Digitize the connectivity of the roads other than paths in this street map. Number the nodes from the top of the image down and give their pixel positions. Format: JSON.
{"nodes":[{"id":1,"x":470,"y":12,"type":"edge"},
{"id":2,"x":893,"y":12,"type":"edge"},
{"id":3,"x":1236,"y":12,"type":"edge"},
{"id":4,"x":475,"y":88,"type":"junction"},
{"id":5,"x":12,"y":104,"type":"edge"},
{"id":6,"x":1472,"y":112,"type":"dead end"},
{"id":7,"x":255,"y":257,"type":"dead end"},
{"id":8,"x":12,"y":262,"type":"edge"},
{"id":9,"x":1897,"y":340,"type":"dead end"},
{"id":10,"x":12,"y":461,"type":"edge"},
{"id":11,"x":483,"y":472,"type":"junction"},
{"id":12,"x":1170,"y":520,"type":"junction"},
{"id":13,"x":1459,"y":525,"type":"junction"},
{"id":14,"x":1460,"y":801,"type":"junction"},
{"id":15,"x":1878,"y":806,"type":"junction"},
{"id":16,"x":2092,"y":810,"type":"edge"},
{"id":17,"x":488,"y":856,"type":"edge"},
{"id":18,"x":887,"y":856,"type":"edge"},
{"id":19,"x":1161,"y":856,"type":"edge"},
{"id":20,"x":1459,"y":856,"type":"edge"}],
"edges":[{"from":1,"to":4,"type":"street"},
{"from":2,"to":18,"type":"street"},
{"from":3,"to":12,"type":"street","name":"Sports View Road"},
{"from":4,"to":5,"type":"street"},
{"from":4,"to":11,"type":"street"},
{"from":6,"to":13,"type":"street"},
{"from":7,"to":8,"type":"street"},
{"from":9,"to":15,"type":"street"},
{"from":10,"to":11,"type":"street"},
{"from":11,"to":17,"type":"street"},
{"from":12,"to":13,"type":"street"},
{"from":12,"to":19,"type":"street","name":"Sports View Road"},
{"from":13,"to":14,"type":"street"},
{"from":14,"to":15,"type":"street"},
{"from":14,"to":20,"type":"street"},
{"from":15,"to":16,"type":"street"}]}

★ ★ ★ ★ ★

### EXERCISE:
Starting with the first record, copy everything through the final one exactly.

### TASK OUTPUT:
Digitize the connectivity of the roads other than paths in this street map. Number the nodes from the top of the image down and give their pixel positions. Format: JSON.
{"nodes":[{"id":1,"x":470,"y":12,"type":"edge"},
{"id":2,"x":893,"y":12,"type":"edge"},
{"id":3,"x":1236,"y":12,"type":"edge"},
{"id":4,"x":475,"y":88,"type":"junction"},
{"id":5,"x":12,"y":104,"type":"edge"},
{"id":6,"x":1472,"y":112,"type":"dead end"},
{"id":7,"x":255,"y":257,"type":"dead end"},
{"id":8,"x":12,"y":262,"type":"edge"},
{"id":9,"x":1897,"y":340,"type":"dead end"},
{"id":10,"x":12,"y":461,"type":"edge"},
{"id":11,"x":483,"y":472,"type":"junction"},
{"id":12,"x":1170,"y":520,"type":"junction"},
{"id":13,"x":1459,"y":525,"type":"junction"},
{"id":14,"x":1460,"y":801,"type":"junction"},
{"id":15,"x":1878,"y":806,"type":"junction"},
{"id":16,"x":2092,"y":810,"type":"edge"},
{"id":17,"x":488,"y":856,"type":"edge"},
{"id":18,"x":887,"y":856,"type":"edge"},
{"id":19,"x":1161,"y":856,"type":"edge"},
{"id":20,"x":1459,"y":856,"type":"edge"}],
"edges":[{"from":1,"to":4,"type":"street"},
{"from":2,"to":18,"type":"street"},
{"from":3,"to":12,"type":"street","name":"Sports View Road"},
{"from":4,"to":5,"type":"street"},
{"from":4,"to":11,"type":"street"},
{"from":6,"to":13,"type":"street"},
{"from":7,"to":8,"type":"street"},
{"from":9,"to":15,"type":"street"},
{"from":10,"to":11,"type":"street"},
{"from":11,"to":17,"type":"street"},
{"from":12,"to":13,"type":"street"},
{"from":12,"to":19,"type":"street","name":"Sports View Road"},
{"from":13,"to":14,"type":"street"},
{"from":14,"to":15,"type":"street"},
{"from":14,"to":20,"type":"street"},
{"from":15,"to":16,"type":"street"}]}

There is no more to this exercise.